** Opening SOURCE MATERIAL block **

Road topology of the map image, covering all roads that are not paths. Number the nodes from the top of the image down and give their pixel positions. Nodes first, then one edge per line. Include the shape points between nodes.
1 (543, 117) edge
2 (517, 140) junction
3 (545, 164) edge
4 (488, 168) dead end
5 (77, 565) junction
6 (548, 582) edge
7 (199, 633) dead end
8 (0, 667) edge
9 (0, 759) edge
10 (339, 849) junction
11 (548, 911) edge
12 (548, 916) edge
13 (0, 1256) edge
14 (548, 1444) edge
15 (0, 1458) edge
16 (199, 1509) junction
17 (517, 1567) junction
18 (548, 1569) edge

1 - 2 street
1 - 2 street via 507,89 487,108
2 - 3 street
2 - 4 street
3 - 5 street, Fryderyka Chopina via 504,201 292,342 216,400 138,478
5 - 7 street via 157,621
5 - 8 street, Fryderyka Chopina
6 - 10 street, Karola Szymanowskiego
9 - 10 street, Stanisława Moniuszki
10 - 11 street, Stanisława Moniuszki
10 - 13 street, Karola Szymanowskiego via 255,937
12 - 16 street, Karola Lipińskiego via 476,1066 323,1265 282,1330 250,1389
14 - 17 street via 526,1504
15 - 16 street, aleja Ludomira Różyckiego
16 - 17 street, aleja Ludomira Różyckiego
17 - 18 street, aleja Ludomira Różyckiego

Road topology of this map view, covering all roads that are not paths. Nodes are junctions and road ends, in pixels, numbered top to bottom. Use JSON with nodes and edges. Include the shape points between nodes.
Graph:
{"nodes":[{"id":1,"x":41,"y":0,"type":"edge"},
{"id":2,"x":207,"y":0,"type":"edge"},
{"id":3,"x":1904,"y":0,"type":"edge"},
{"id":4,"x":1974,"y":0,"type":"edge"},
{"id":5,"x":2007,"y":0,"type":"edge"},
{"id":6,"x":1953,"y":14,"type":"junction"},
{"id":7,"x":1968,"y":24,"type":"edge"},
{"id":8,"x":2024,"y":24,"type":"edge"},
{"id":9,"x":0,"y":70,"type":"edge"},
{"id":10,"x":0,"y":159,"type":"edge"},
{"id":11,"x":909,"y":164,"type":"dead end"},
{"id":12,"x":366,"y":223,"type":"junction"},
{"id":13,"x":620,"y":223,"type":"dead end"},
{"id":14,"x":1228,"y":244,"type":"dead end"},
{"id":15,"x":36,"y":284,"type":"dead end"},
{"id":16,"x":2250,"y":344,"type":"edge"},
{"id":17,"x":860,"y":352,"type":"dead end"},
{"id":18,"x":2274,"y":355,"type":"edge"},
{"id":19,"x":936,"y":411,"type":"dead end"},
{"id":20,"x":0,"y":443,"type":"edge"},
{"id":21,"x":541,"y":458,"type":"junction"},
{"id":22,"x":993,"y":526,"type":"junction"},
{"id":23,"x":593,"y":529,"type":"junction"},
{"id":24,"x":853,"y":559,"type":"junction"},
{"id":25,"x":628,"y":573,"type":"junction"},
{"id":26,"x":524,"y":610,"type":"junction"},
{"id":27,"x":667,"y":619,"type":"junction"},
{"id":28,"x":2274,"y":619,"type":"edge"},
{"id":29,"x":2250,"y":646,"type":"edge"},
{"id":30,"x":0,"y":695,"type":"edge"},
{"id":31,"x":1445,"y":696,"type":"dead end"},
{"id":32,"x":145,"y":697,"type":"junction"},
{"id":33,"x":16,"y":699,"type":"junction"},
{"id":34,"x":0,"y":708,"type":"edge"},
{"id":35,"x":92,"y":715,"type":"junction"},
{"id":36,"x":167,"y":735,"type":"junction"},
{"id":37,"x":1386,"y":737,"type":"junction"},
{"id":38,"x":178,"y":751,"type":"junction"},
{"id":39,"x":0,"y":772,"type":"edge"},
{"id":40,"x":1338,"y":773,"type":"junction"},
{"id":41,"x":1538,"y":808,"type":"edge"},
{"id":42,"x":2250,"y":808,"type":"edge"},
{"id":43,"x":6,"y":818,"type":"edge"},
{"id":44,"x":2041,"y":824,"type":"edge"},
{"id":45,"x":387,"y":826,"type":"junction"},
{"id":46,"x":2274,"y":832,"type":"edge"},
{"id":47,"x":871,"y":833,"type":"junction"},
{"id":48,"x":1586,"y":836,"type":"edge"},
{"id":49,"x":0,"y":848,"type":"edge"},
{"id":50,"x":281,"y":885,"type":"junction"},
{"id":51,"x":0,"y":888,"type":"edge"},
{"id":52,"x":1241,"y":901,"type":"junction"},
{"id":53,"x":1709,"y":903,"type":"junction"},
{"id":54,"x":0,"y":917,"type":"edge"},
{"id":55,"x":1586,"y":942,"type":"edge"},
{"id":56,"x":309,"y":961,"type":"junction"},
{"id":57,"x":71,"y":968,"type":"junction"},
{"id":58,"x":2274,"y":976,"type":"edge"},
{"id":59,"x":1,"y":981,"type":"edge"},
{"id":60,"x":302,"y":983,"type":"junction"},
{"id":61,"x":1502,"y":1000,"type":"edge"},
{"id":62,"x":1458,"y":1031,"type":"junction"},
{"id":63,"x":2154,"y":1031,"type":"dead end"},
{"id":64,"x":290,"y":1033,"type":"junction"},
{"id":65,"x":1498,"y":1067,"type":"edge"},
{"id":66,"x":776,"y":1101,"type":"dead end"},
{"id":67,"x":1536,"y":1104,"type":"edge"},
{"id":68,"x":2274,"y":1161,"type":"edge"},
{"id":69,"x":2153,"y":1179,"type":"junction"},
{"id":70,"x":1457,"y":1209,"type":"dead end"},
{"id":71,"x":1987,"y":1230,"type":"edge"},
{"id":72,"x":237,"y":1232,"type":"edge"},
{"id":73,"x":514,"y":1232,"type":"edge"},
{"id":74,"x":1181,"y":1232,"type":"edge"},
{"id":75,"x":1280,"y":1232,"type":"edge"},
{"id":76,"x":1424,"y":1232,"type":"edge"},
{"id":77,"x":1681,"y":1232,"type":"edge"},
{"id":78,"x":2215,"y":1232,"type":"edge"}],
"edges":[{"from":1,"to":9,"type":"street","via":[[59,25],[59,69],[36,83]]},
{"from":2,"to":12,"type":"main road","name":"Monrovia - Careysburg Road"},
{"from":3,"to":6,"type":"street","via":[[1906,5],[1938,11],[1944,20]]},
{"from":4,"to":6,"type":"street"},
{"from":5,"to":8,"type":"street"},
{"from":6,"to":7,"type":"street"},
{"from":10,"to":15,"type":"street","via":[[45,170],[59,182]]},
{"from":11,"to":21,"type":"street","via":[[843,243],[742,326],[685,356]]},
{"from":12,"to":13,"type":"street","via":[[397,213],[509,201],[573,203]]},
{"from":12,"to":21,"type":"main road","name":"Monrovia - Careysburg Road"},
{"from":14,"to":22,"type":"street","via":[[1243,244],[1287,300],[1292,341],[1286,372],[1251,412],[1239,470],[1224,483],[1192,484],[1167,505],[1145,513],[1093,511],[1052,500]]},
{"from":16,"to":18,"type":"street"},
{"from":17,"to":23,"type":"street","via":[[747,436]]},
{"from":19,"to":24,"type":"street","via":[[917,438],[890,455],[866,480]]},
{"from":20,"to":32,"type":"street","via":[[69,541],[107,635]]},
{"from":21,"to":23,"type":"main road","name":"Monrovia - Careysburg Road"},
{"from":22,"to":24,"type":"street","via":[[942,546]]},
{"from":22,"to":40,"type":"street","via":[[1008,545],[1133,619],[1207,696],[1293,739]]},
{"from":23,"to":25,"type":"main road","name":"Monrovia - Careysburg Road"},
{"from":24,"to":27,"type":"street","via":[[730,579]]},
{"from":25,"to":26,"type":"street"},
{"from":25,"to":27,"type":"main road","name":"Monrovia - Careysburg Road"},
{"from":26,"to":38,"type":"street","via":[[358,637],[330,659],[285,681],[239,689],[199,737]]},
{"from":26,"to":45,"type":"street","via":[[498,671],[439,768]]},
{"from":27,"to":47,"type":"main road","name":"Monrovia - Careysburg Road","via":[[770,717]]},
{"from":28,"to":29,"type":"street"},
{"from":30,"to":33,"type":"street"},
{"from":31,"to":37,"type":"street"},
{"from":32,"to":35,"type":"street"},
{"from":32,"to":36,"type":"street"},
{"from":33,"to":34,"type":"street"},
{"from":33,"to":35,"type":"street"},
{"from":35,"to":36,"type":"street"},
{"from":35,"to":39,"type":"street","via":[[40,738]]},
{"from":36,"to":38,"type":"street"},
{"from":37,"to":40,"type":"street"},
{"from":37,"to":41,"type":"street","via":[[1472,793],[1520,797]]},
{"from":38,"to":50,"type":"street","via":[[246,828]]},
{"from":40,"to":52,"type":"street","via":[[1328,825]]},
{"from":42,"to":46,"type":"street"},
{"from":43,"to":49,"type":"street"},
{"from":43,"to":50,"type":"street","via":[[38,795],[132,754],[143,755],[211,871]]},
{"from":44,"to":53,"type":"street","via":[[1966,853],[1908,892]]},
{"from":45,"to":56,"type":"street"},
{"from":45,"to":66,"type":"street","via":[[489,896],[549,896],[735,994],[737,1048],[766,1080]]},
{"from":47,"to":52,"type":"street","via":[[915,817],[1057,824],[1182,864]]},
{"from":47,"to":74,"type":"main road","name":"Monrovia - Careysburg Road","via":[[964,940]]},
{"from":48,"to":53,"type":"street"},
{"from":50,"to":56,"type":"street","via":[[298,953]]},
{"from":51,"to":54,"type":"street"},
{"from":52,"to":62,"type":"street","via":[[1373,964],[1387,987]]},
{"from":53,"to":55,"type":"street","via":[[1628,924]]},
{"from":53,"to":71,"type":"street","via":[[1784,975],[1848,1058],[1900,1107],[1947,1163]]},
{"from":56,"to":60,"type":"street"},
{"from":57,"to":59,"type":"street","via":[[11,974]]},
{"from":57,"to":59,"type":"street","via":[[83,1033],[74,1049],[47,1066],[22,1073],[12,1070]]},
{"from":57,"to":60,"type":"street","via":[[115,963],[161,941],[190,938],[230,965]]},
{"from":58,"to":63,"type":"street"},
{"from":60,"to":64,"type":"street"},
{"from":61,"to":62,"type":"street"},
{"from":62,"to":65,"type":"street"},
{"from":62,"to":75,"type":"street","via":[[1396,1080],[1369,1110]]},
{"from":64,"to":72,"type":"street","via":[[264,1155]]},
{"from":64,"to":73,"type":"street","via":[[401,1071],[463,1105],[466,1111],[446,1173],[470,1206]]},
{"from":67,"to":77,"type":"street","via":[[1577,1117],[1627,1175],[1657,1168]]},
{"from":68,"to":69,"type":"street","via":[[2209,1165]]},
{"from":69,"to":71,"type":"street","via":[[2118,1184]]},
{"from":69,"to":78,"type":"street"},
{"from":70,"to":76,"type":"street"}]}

** Closing SOURCE MATERIAL block **

**WORK TASK**
State how many lines in the entries above include the word "Karola"; reply with the number alone.

**SOLUTION BELOW**
3